Stored data entries
====

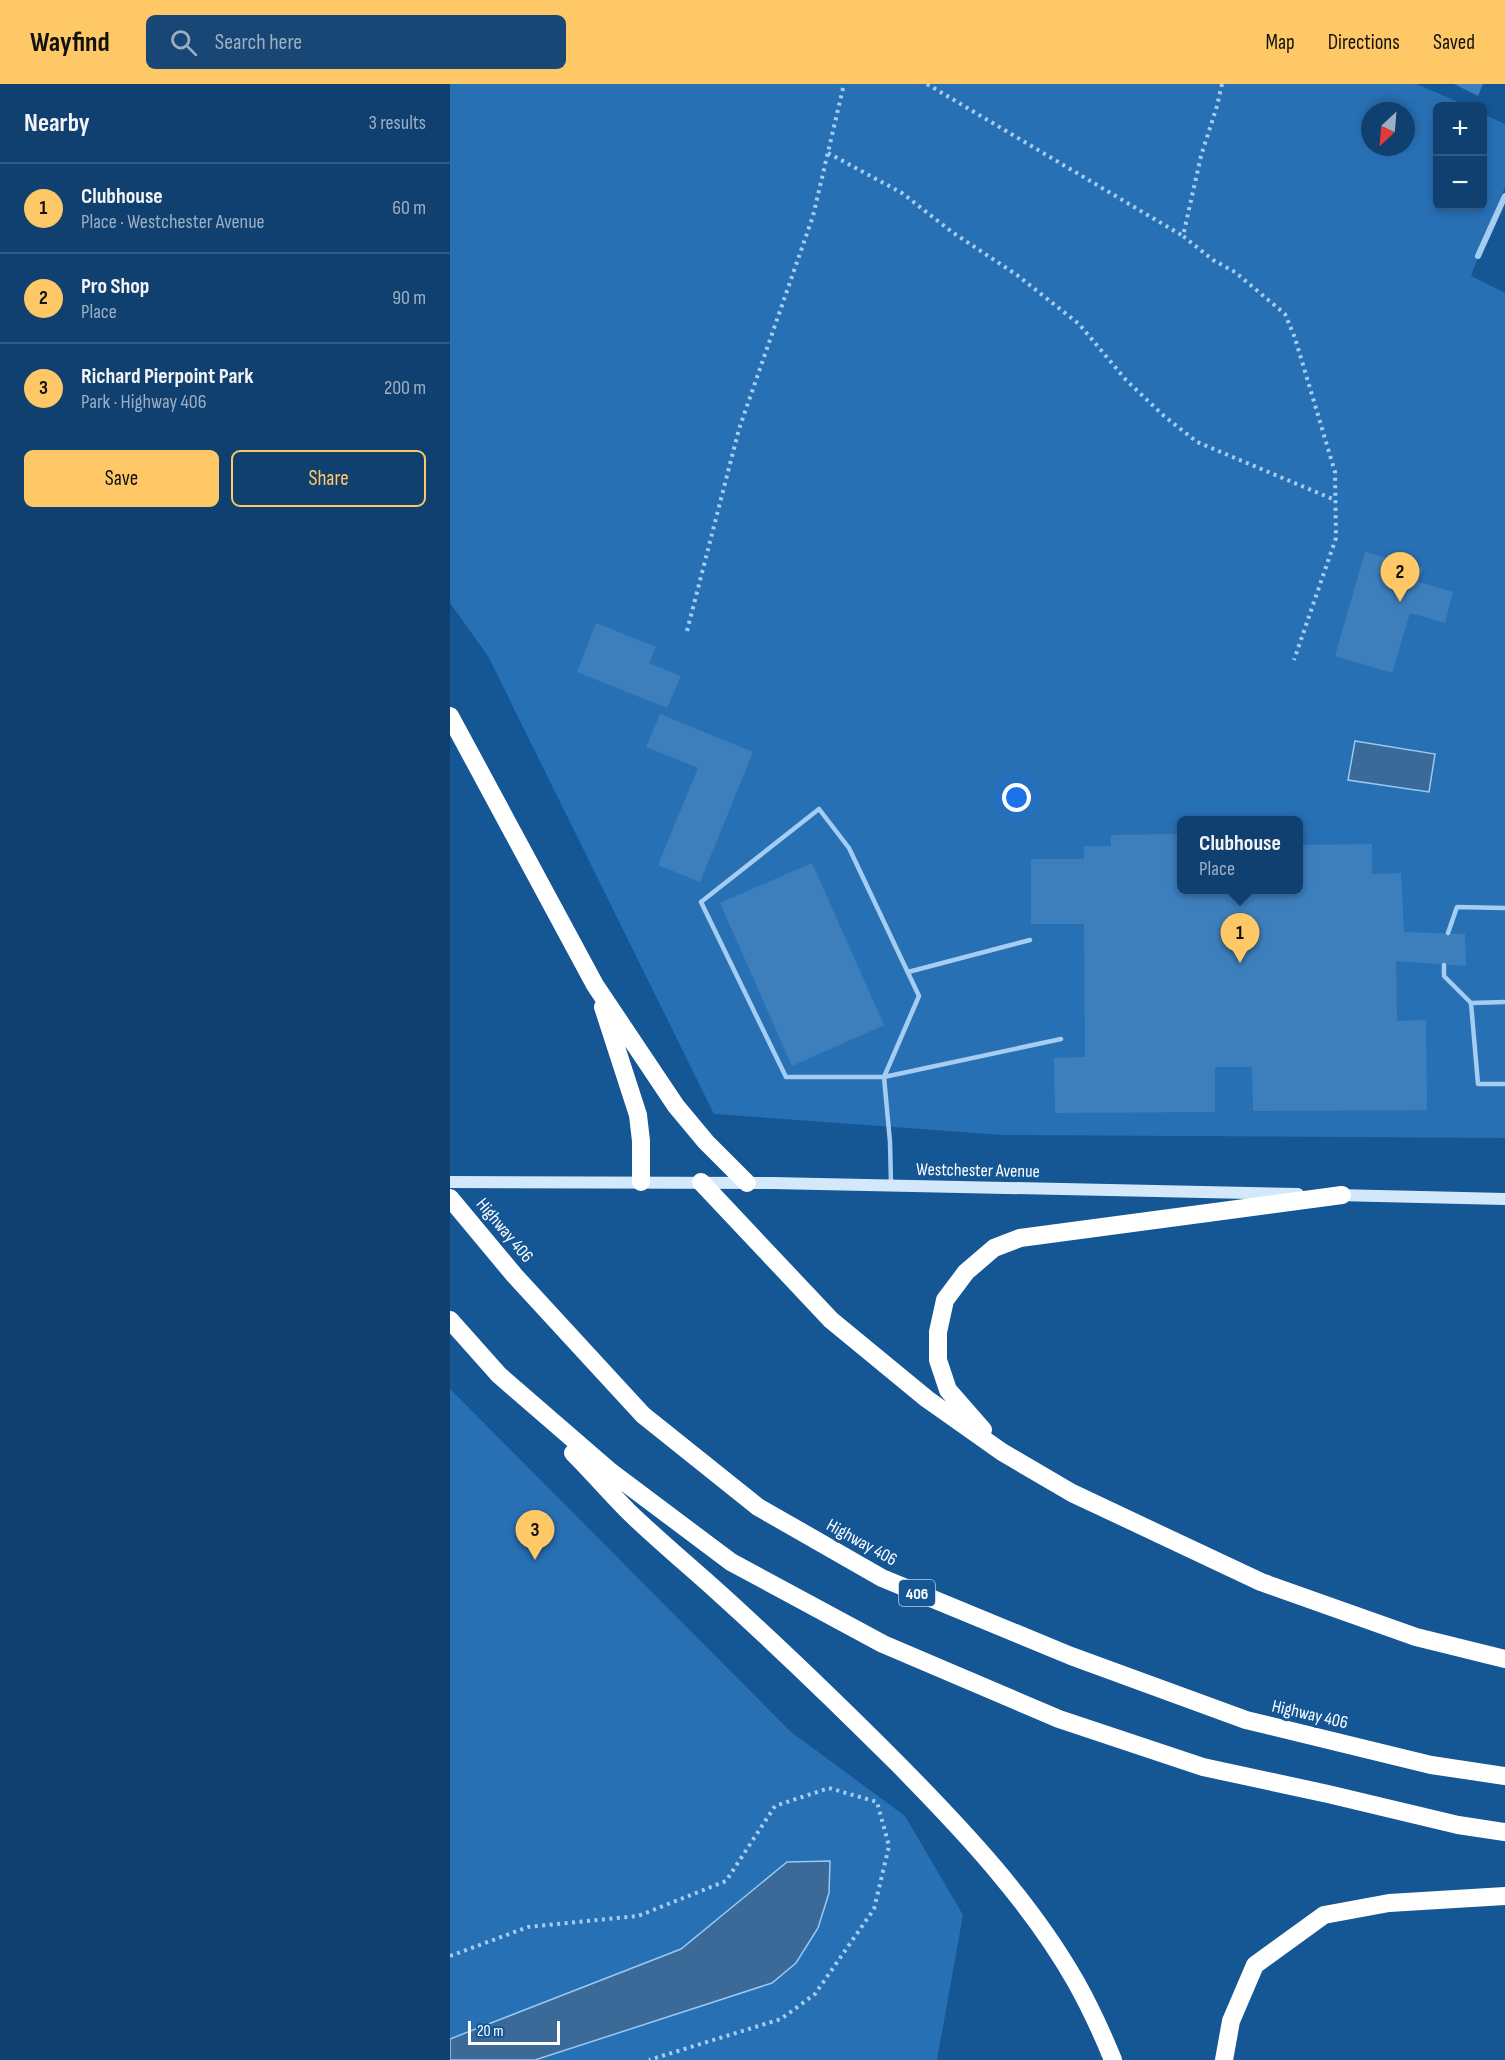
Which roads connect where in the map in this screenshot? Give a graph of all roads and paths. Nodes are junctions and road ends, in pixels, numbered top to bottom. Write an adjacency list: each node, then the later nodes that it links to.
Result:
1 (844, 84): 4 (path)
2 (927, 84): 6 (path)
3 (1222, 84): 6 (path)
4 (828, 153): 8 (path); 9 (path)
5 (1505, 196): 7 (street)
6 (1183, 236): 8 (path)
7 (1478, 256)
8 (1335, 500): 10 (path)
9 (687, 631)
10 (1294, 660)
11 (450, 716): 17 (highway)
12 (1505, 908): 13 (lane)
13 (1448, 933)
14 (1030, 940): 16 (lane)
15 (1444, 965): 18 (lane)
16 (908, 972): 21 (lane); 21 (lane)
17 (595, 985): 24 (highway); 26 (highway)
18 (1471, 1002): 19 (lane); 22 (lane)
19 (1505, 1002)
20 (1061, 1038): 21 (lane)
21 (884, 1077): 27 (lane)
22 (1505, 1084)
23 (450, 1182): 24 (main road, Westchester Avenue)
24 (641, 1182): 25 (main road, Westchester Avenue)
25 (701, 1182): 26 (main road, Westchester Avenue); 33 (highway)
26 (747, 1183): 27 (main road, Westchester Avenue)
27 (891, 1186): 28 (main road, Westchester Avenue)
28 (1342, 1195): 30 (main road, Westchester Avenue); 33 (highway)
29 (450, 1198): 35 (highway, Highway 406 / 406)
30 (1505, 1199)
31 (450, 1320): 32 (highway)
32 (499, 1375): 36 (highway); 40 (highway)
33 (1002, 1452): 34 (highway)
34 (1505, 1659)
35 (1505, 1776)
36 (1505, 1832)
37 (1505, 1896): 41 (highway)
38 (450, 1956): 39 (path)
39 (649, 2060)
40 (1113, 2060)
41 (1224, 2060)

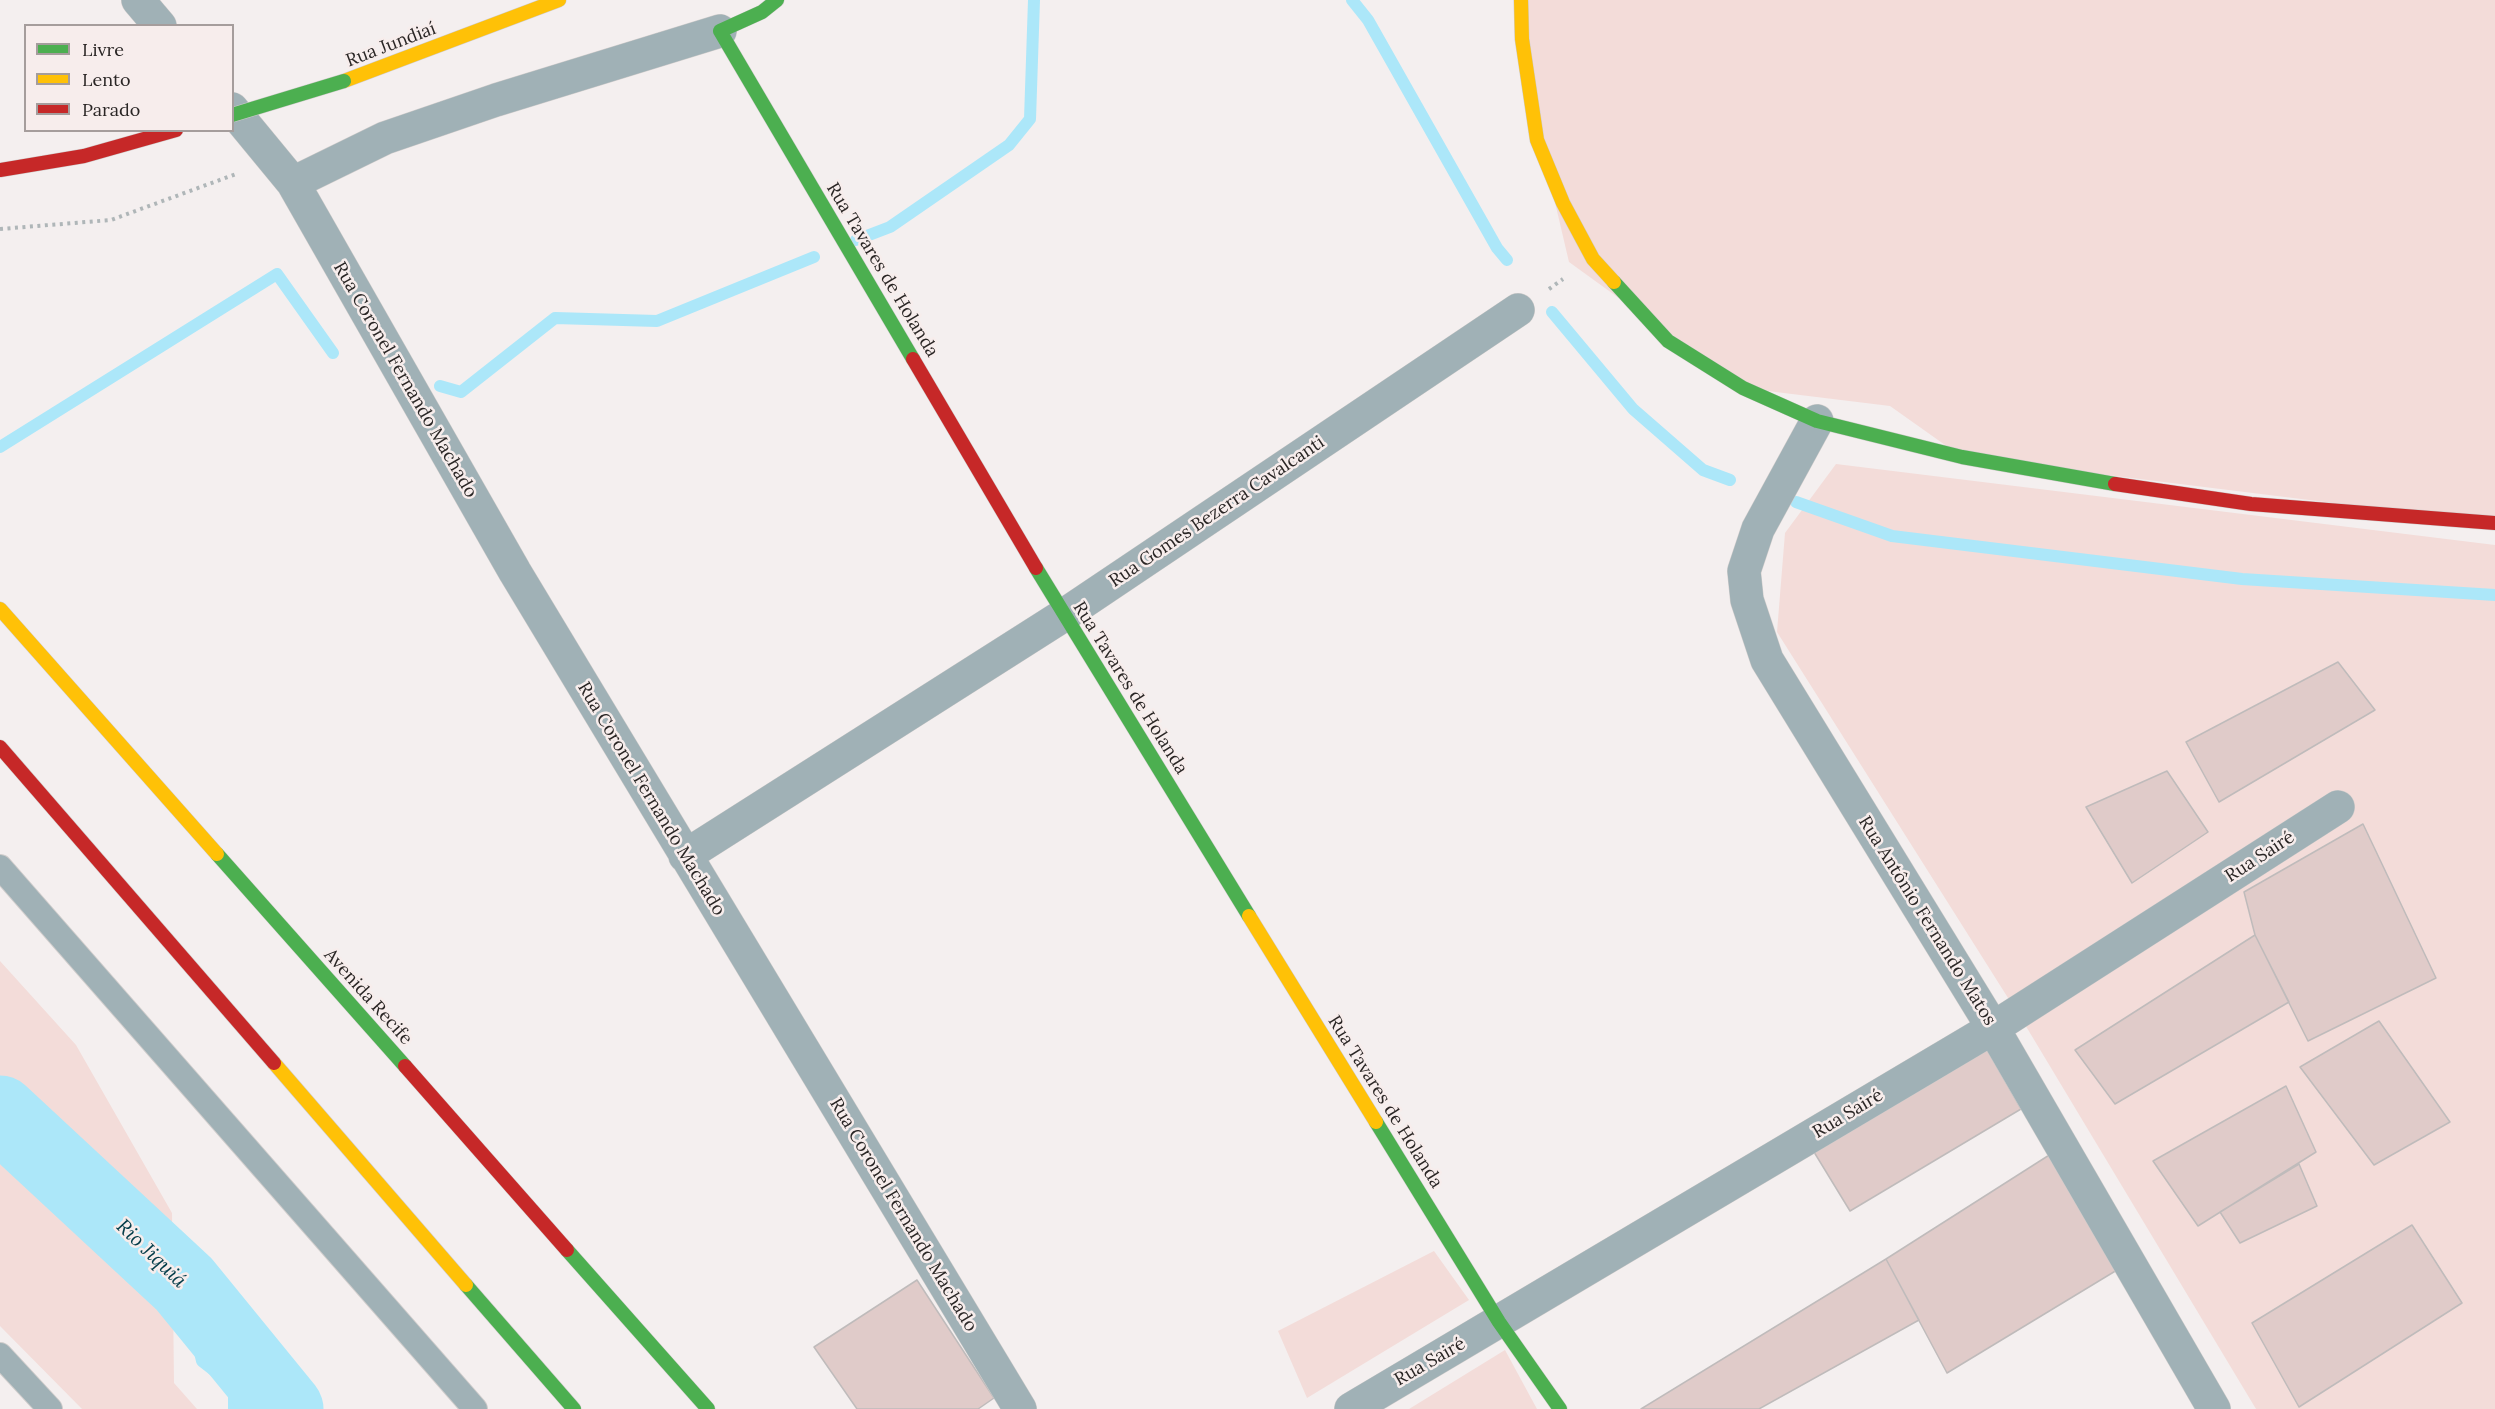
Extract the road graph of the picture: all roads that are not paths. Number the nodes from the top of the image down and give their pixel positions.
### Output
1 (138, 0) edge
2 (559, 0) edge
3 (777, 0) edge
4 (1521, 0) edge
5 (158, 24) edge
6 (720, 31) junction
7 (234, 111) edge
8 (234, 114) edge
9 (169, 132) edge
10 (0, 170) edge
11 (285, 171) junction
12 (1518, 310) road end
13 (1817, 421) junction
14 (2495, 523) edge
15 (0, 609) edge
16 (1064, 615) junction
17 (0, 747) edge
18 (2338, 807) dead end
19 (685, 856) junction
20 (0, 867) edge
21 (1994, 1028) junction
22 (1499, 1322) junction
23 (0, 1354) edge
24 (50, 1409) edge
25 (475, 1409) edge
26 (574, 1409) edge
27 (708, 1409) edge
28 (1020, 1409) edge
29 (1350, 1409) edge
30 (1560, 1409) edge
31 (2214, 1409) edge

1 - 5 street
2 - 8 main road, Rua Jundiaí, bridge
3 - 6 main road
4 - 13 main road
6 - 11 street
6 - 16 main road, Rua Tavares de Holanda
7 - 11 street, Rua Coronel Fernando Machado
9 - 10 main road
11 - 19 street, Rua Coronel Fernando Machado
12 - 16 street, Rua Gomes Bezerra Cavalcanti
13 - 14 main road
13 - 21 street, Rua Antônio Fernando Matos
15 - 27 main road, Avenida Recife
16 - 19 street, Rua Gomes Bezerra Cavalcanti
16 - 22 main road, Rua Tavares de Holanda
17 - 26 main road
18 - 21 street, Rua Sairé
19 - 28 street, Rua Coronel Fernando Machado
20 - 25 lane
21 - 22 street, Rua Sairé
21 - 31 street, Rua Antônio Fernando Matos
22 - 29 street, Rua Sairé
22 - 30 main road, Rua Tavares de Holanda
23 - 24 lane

====

§ EXERCISE BRIEF
Where a line in the records above contains the string "Tavares", copy that line.

§ TASK RESPONSE
6 - 16 main road, Rua Tavares de Holanda
16 - 22 main road, Rua Tavares de Holanda
22 - 30 main road, Rua Tavares de Holanda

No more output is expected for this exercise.